Jo, where did you get those yarns in the bowl (the first picture)? They are delicious. Are the available in the US?

Anonymous said...

Hard to believe there are any business folks who don't think there is across the pond business and plenty of it.Most of the D.V.D's I ordered were from there not so long ago. These big silver birds take off all the time . Steve Reevis forgive me I wasn't taking the ...eerrrrerrr ...sorry Jo!..who knows where that came from so I'll avoid it "pulling your plaits" lovely as they are.

Charity said...

Jo, you lucky thing, you! What a lovely gift! I do so enjoy that book... I like to dip into it here and there. Such fun!

Anonymous said...

Oh, that divine Rachel H.! I know I'm not the only one who wishes she blogged.
Jo, the skeins of Samhain are stunning, much more appealling than a bowlful of cherries, eh?
Jamieson sells only to yarn shops in the US present time...the postage issue puzzles me though, for individuals...I didn't find it that painful at all to post to Ireland.
Looking forward to hearing all about the Dublin Knit&Stitch show, it's closer than you think...Nov. 2.

Anonymous said...

Wellington Fibres is WONDERFUL. It is a small-ish operation run by a woman who is kind and generous with answering any questions you might have. A year ago, as a new spinner I had a thousand questions about fibre and drafting (is it draughting? I never know. American spelling is like crumbs - it gets everywhere!) and she patiently answered my questions, gave additional suggestions and recommended a certain fibre for spinning. It all turned out wonderfully and I make a point of visiting her booth at the Knitters Fair each Autumn.

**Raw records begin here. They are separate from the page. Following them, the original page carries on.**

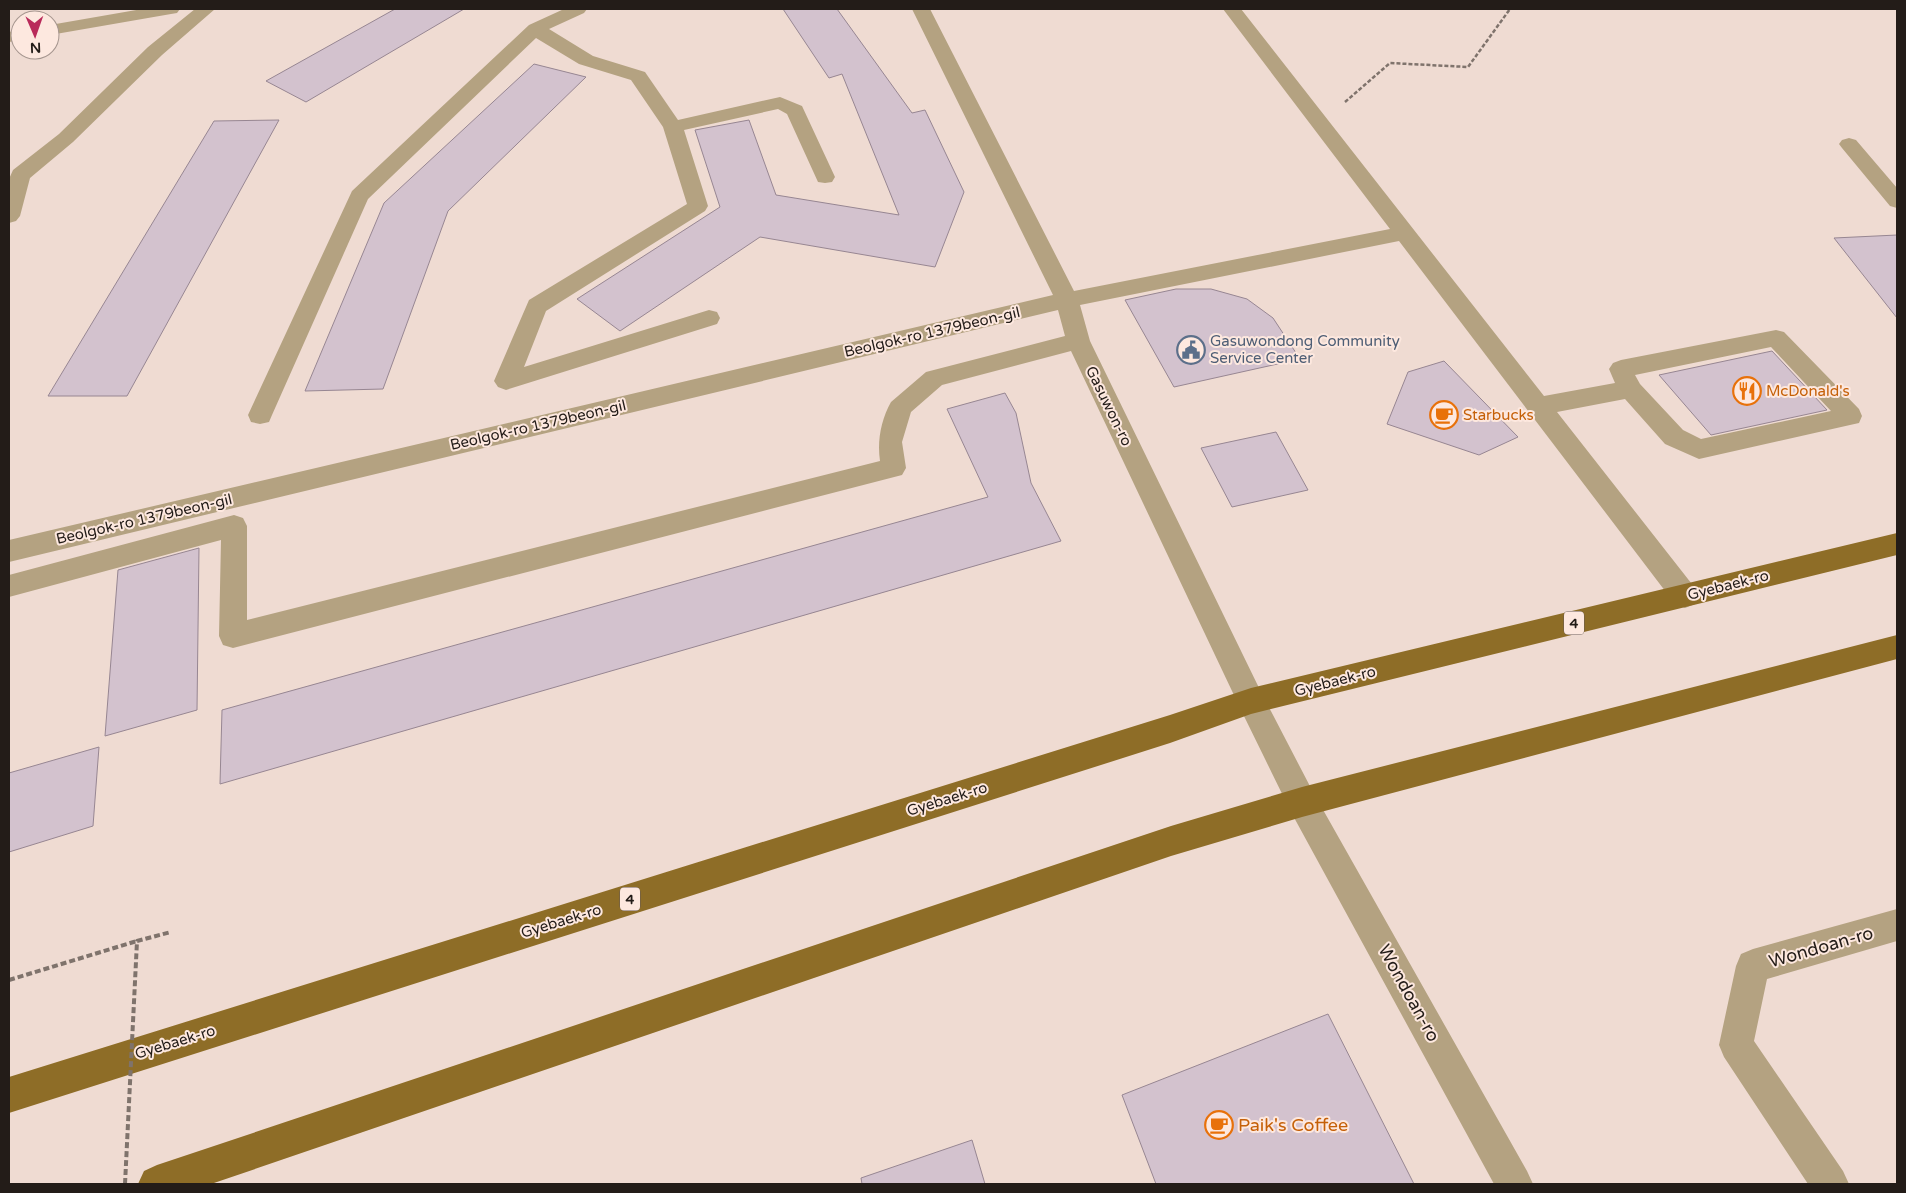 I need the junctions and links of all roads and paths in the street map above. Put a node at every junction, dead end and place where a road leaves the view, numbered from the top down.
1 (171, 9) edge
2 (206, 9) edge
3 (578, 9) edge
4 (921, 9) edge
5 (1232, 9) edge
6 (1510, 9) edge
7 (60, 28) edge
8 (535, 29) junction
9 (1319, 122) junction
10 (673, 127) junction
11 (1850, 144) dead end
12 (825, 176) dead end
13 (1897, 201) edge
14 (9, 216) edge
15 (1405, 233) junction
16 (1067, 300) junction
17 (709, 318) dead end
18 (1078, 341) junction
19 (1630, 389) junction
20 (1539, 406) junction
21 (260, 415) dead end
22 (1897, 544) edge
23 (9, 551) edge
24 (9, 586) edge
25 (1685, 596) junction
26 (1897, 648) edge
27 (1251, 701) junction
28 (1302, 802) junction
29 (1897, 925) edge
30 (171, 932) dead end
31 (137, 941) junction
32 (9, 980) edge
33 (9, 1094) edge
34 (125, 1184) edge
35 (157, 1184) edge
36 (1514, 1184) edge
37 (1830, 1184) edge

1 - 7 street
2 - 14 street
3 - 8 street
4 - 16 street, Gasuwon-ro
5 - 9 street
6 - 9 path
8 - 10 street
8 - 21 street
9 - 15 street
10 - 12 street
10 - 17 street
11 - 13 street
15 - 16 street, Beolgok-ro 1379beon-gil
15 - 20 street
16 - 18 street, Gasuwon-ro
16 - 23 street, Beolgok-ro 1379beon-gil
18 - 24 street
18 - 27 street, Gasuwon-ro
19 - 19 street
19 - 20 street
20 - 25 street
22 - 25 main road, Gyebaek-ro / 4
25 - 27 main road, Gyebaek-ro / 4
26 - 28 main road
27 - 28 street, Gasuwon-ro
27 - 33 main road, Gyebaek-ro / 4
28 - 35 main road
28 - 36 street, Wondoan-ro
29 - 37 street, Wondoan-ro
30 - 31 path, bridge
31 - 32 path
31 - 34 path, bridge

And darn it! Sold out?!! I wanted some of your yarn. I'll have to be faster next time.

pacalaga said...

People will figure it out sooner or later. I have an Aussie friend who emails me and says, "I have such-and-such posted to you from, could you send it on?" The first company to make global shipping cost-effective will rule the world.
I hope your little dog has sufficiently recovered. (I once came in to find mine rolling in a skein, although it was only acrylic, so it wasn't so bad.) I wonder if she liked the softness of it, or maybe it still smells a little of the animal kingdom? Probably not to your nose, but maybe to Muffy's. Anyway, she's a sweet little thing who's probably worth all the cashmere in the world, right?

LaurieM said...

I ordered from Jamieson and Smith, over the phone and they shipped to me in Canada. First they sent me some brochures and so forth in the mail and I used that to order from. Trying through e-mail didn't work. The phone was the way to go. The call cost me less than $2.

I was at the Knitter's Frolic this past spring. Maybe I'll see you there next year.

Anonymous said...

Why would they think we wouldn't pay for international shipping? I have books shipped from all the time and books are a lot heavier than fibers.